M & W 14:30 – 15.50, Kroon G01, Lecture and lab
F 10:00 – 13:00, Kroon 319, R Bootcamp (~office hours), attendance is optional but recommended
Lecturer: Simon Queenborough
TF: Andrew Muehleisen
This course will teach you how to use the computer programming language R.
Many natural and social scientists use R to explore, analyze, and present their data.
This course is designed to help you learn and understand a new language, as well as provide guidance on best practice.
Much like learning any new language, it will often be frustrating as you grapple with new words, meanings, and the nuts and bolts of specific grammar and syntax. However, the end result is beautiful. A whole new world will be open before you, and you will be equiped with a powerful tool and principles to guide you through it.
The course assumes no prior knowledge of R, programming, or how we will interact with your computer via the command line interface.
By the end of the course you will be able to:
import and export data
produce publication-quality graphics
analyze data and write up results correctly
be confident in continuing to learn R
articulate the principles of best practices in data management, data analysis, graphics, workflow, and statistical approaches: And use them!
Programming, writing code, command line interface, and collection, storage, analysis and display of data are all transferable skills that will be useful whatever software you end up using or work you end up doing.
Please note, this is not a statistics course. Links to background material will be provided, but we will not teach you statistics.
The literature on learning suggests that three elements are helpful to learning a new skill quickly: repetition, assessment, and rapid feedback.

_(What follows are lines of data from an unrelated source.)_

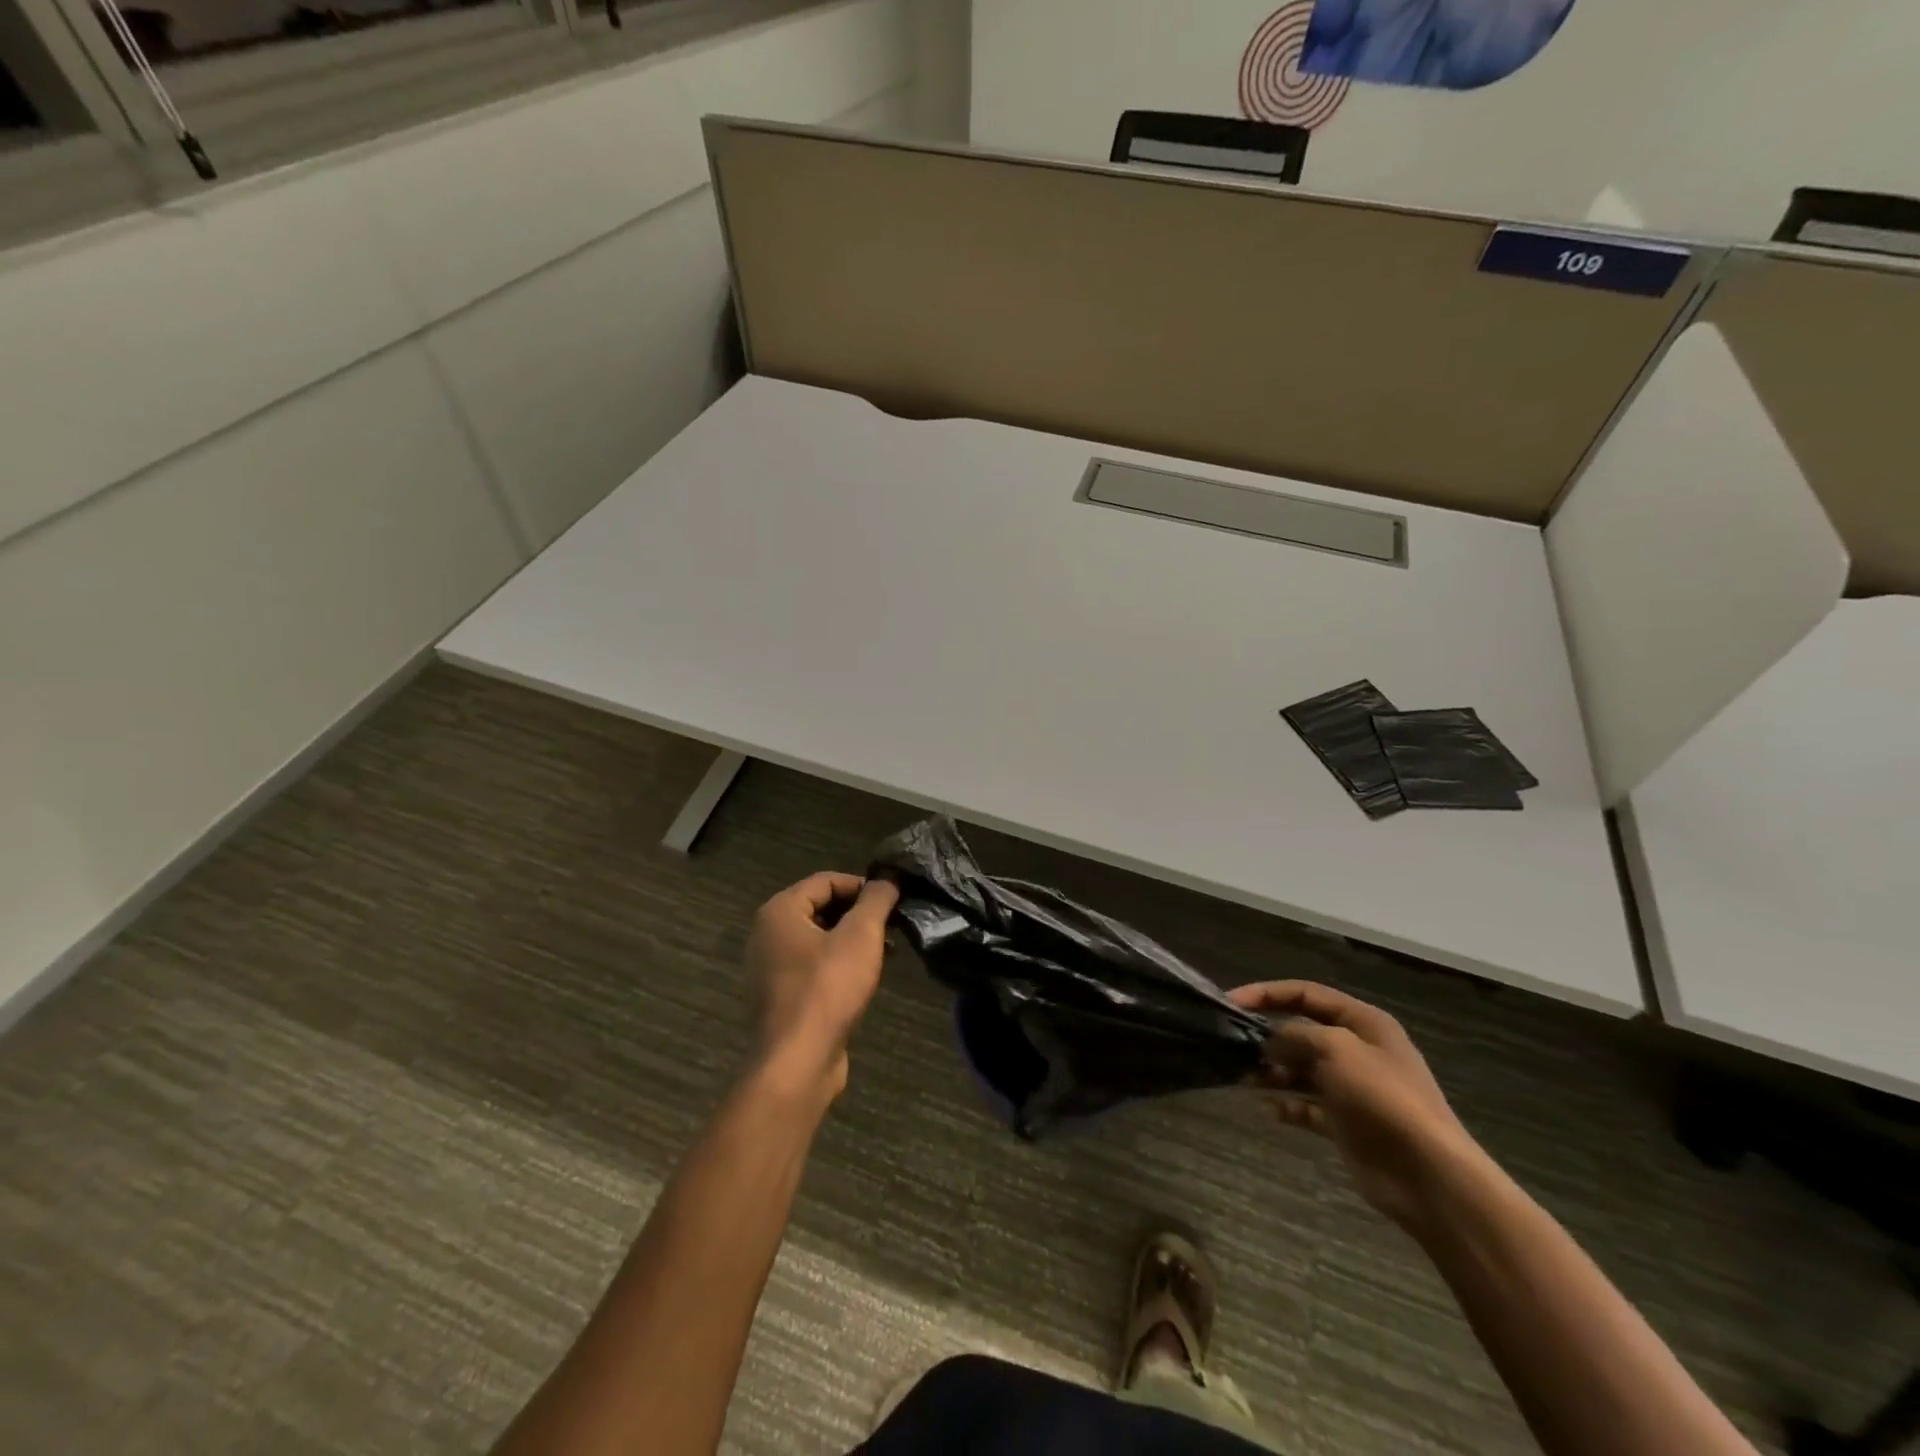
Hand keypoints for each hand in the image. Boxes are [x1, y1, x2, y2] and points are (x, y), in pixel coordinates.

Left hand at [744, 872, 898, 1099]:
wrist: (797, 1062)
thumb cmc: (828, 988)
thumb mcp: (861, 935)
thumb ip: (876, 900)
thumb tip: (888, 878)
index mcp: (780, 911)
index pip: (826, 880)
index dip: (863, 885)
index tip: (893, 900)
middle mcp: (769, 934)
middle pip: (822, 907)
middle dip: (860, 914)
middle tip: (893, 926)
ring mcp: (772, 968)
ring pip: (821, 939)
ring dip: (854, 940)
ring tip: (887, 953)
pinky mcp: (783, 996)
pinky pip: (815, 967)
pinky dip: (841, 964)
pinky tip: (866, 979)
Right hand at [1228, 980, 1478, 1227]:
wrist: (1428, 1175)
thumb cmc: (1382, 1098)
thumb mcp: (1335, 1049)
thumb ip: (1294, 1035)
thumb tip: (1269, 1040)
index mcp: (1363, 1022)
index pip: (1306, 994)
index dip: (1267, 993)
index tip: (1231, 1002)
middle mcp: (1358, 1050)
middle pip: (1302, 1031)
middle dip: (1268, 1036)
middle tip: (1233, 1045)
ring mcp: (1352, 1088)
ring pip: (1301, 1069)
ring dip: (1273, 1072)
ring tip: (1245, 1078)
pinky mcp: (1347, 1123)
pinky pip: (1308, 1106)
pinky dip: (1287, 1105)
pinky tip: (1269, 1109)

R is the perfect environment to learn the R language. We will engage in repeating tasks and new parts of the language every week. These commands are assessed immediately by R when they are entered in the program, but R does not in itself provide helpful assessment or feedback. We will use a program called SWIRL to provide immediate assessment and helpful feedback in R as you work through the lessons.
The labs will repeat much of the material of the lesson, but with new data and without the feedback from SWIRL. Submitted labs will be assessed regularly throughout the week, and multiple submissions are encouraged.
Finally, analysing your own, or another’s, data will motivate you to try out the code and analyses outside of class, to explore these data and reinforce the class material. Sufficiently motivated students could collaborate on a peer-reviewed publication.
The lecturer and TF will be available for any and all questions during class time.
Friday R Bootcamps are designed to provide extra time with the instructors as students work through lessons, labs, or assignments. We encourage all students to attend and complete labs and assignments and get graded in the bootcamps.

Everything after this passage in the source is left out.